Teal looked round with a scowl of more immediate irritation; and the driver climbed down and opened the bonnet of the machine. They were in a dingy narrow street which Teal did not recognize, for he had not been paying any attention to the route. He put his head out of the window.
"What's the matter?" he asked.
"Dunno yet," grunted the driver, still groping in the bowels of his antediluvian engine.
Teal fidgeted through a few minutes of silence and then turned to his subordinate.
"See if you can find out where we are, Durham," he said. "We can't sit here all night."
The other detective opened the door on his side and got down. Seen in fuller perspective, the road in which they had stopped was even more unprepossessing than it had looked through the windows.

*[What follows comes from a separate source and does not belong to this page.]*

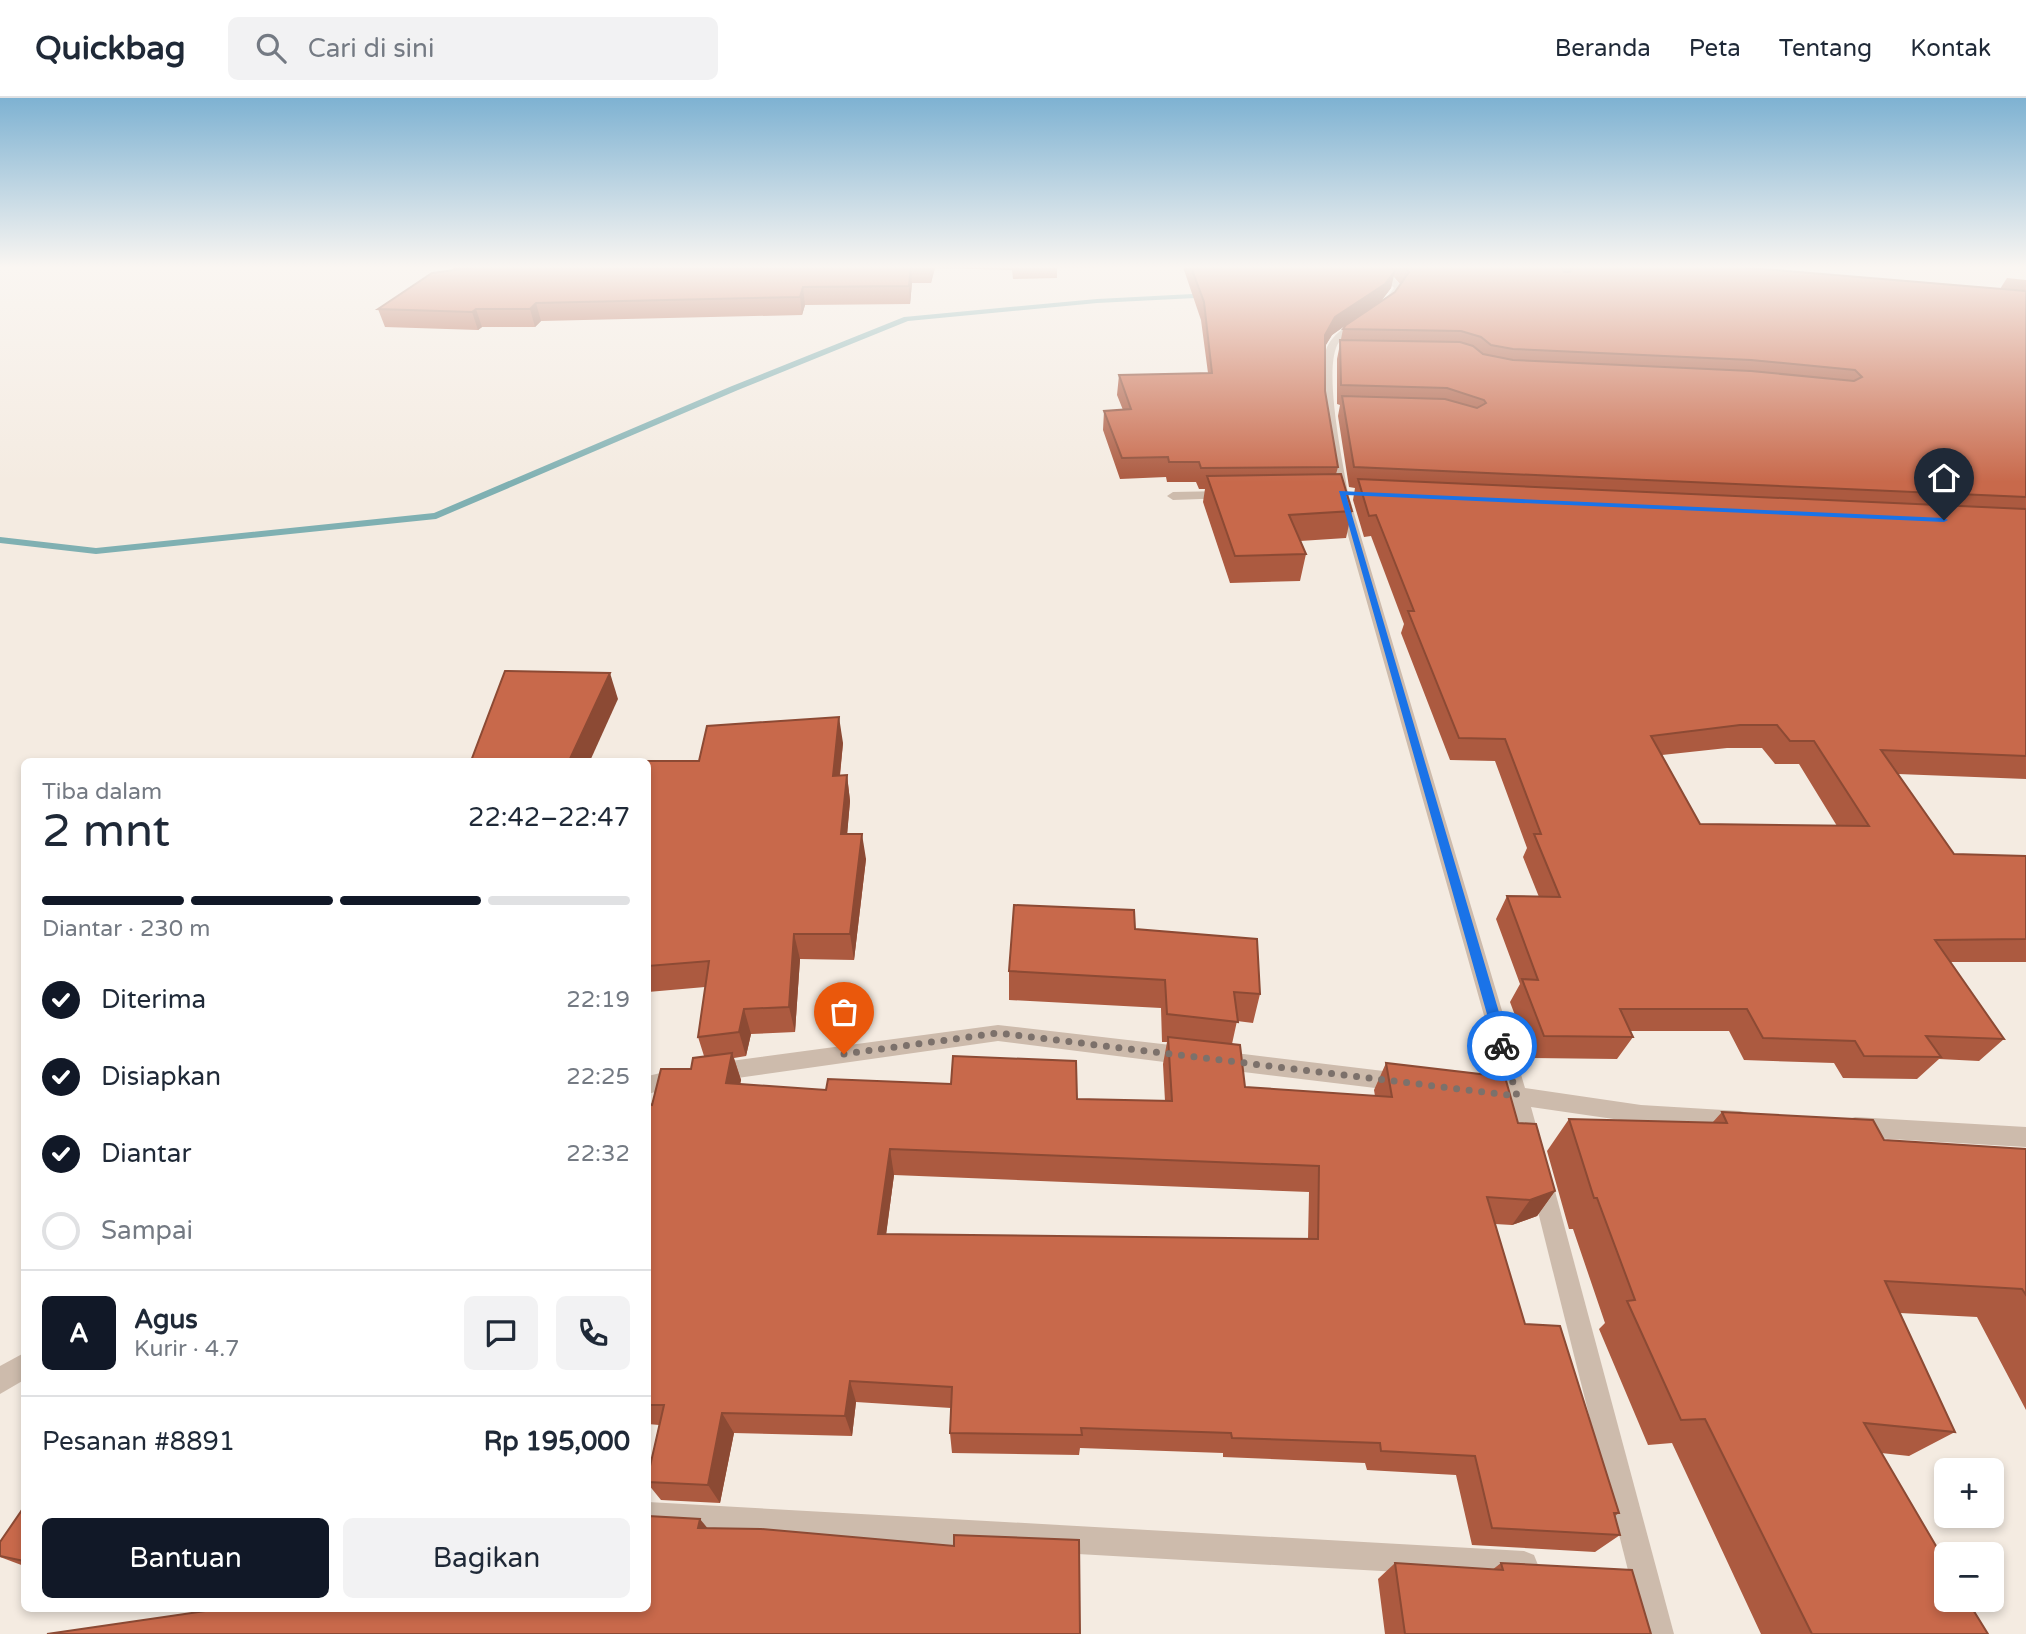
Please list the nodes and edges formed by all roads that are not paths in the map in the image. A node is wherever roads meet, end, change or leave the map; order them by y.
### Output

One thing about it at least was certain — no other taxi was likely to come cruising along it in the hope of picking up a fare.
Durham walked up to the driver, who was still half buried in his machinery and seemed ready to remain in that position indefinitely, like a modern Indian fakir trying out a novel method of mortifying the flesh.
"Where's the nearest taxi rank?" he asked.
"Nearest one I know is at Victoria Station — that's abaht ten minnits' walk," said the man. "Arf a sec, guv'nor — I think p'raps she'll go now."
He went round to the front and swung the handle. The taxi did go. It went better than Sergeant Durham had ever expected.
Confronting the seething wrath of Chief Inspector Teal later, he was unable to give any satisfactory explanation of what happened to him. He knew that the driver straightened up and walked round to resume his post at the wheel; but he did not notice that the man reached his seat quicker than any other taxi driver in Durham's experience had ever known to complete such a manoeuvre. And in any case, Sergeant Durham was not expecting to be left behind.
But that was what indubitably happened to him. At one moment, a practical hard-headed detective, secure in his faith in the commonplace facts of life, he was putting out his hand to open the door of the cab; in the next moment, the handle had been whisked away from under his very fingertips, and he was staring open-mouthed at the retreating stern of the vehicle as it faded noisily away down the road. The only other fact he had presence of mind enough to grasp was that its tail light was out so that he could not read the number — which, as Mr. Teal later pointed out to him, was not useful.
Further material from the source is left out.